After he completed his secondary school education, Hydara returned to the Gambia, where he attended Gambia College in Brikama. After joining the Gambia Army, Hydara went to study at a number of military colleges and academies around the world, including the United States, Turkey, France, Cuba, and United Kingdom  and served in various United Nations and ECOWAS peacekeeping operations. He was a member of the first Gambia contingent of the ECOWAS peacekeeping mission in Liberia (ECOMOG).

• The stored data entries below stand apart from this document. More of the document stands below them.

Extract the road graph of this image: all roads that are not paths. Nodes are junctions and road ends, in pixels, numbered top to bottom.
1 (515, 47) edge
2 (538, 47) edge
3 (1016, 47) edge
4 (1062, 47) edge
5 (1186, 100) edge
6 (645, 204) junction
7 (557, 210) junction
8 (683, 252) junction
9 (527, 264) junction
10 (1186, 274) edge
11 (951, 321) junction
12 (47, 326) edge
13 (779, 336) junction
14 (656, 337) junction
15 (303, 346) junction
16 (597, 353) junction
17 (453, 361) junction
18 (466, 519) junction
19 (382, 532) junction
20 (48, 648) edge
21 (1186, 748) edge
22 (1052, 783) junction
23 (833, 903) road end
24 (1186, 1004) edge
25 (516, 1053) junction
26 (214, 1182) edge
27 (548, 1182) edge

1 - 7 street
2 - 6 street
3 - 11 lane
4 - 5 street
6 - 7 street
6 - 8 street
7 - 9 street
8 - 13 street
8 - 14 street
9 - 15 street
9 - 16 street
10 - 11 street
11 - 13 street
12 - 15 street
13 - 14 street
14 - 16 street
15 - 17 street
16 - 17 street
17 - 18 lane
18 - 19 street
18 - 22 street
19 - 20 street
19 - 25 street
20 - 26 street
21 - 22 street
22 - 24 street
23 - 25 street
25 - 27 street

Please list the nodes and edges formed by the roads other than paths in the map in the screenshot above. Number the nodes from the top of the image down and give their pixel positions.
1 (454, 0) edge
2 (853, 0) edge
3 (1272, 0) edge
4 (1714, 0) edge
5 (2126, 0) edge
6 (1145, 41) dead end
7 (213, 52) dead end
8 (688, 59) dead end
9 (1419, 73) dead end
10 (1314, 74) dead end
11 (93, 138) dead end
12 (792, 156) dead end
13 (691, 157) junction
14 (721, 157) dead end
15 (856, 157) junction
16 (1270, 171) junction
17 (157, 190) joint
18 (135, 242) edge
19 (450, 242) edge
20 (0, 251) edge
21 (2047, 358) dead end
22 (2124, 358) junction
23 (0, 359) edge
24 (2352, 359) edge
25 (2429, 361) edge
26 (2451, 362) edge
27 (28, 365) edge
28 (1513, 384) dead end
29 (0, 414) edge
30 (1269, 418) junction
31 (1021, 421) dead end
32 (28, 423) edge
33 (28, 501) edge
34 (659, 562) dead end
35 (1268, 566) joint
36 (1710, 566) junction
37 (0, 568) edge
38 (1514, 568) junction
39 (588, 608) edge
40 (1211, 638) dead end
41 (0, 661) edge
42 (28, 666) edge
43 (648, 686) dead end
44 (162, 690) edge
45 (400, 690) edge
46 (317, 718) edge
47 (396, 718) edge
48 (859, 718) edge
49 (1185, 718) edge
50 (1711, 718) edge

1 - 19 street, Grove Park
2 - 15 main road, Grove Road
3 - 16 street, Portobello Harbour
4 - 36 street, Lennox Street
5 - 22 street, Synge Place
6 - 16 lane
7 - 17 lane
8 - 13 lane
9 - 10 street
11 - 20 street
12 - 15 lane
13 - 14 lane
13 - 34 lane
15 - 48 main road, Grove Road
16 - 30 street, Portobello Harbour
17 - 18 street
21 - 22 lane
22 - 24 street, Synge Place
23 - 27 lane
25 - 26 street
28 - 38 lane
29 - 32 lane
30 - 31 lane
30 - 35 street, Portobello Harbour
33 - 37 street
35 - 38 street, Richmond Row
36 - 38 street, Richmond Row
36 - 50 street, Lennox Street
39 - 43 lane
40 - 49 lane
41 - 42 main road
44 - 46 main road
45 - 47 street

Lt. Hydara, along with Lt. Yahya Jammeh, Lt. Sana Sabally, and Lt. Edward Singhateh and other junior officers of the Gambian Army went to Banjul the capital of the Gambia to protest against President Dawda Jawara. The situation escalated into a coup, and in the confusion a military government, the Armed Forces Provisional Ruling Council (AFPRC), was formed. Yahya Jammeh emerged as the leader of the AFPRC, Sana Sabally became the deputy leader, Edward Singhateh became Defense Minister, and Sadibou Hydara, the most educated of the coup leaders, became the Minister of Interior and the spokesman of the AFPRC.

A few months after the coup, on January 27, 1995, President Yahya Jammeh accused Capt. Sadibou Hydara and Capt. Sana Sabally, the deputy leader of AFPRC of an alleged coup plot. This happened on the same day that the AFPRC junta was to announce a four-year transitional government to be headed by Jammeh. Hydara and Sabally were arrested and detained at the maximum prison. Sadibou Hydara was tortured and killed in prison on the order of Jammeh. It was believed that Sadibou Hydara, who was the most outspoken member of the AFPRC, was in favor of returning the country to democratic civilian rule, and he was strongly opposed to Yahya Jammeh's candidacy. While Jammeh wanted the military to stay in power, Hydara publicly advocated the hand over to democratically elected civilian government within one year. Even in prison, Jammeh saw Hydara as a threat to his ambition to stay in power for long. Hydara was brutally tortured and murdered in prison in June 1995.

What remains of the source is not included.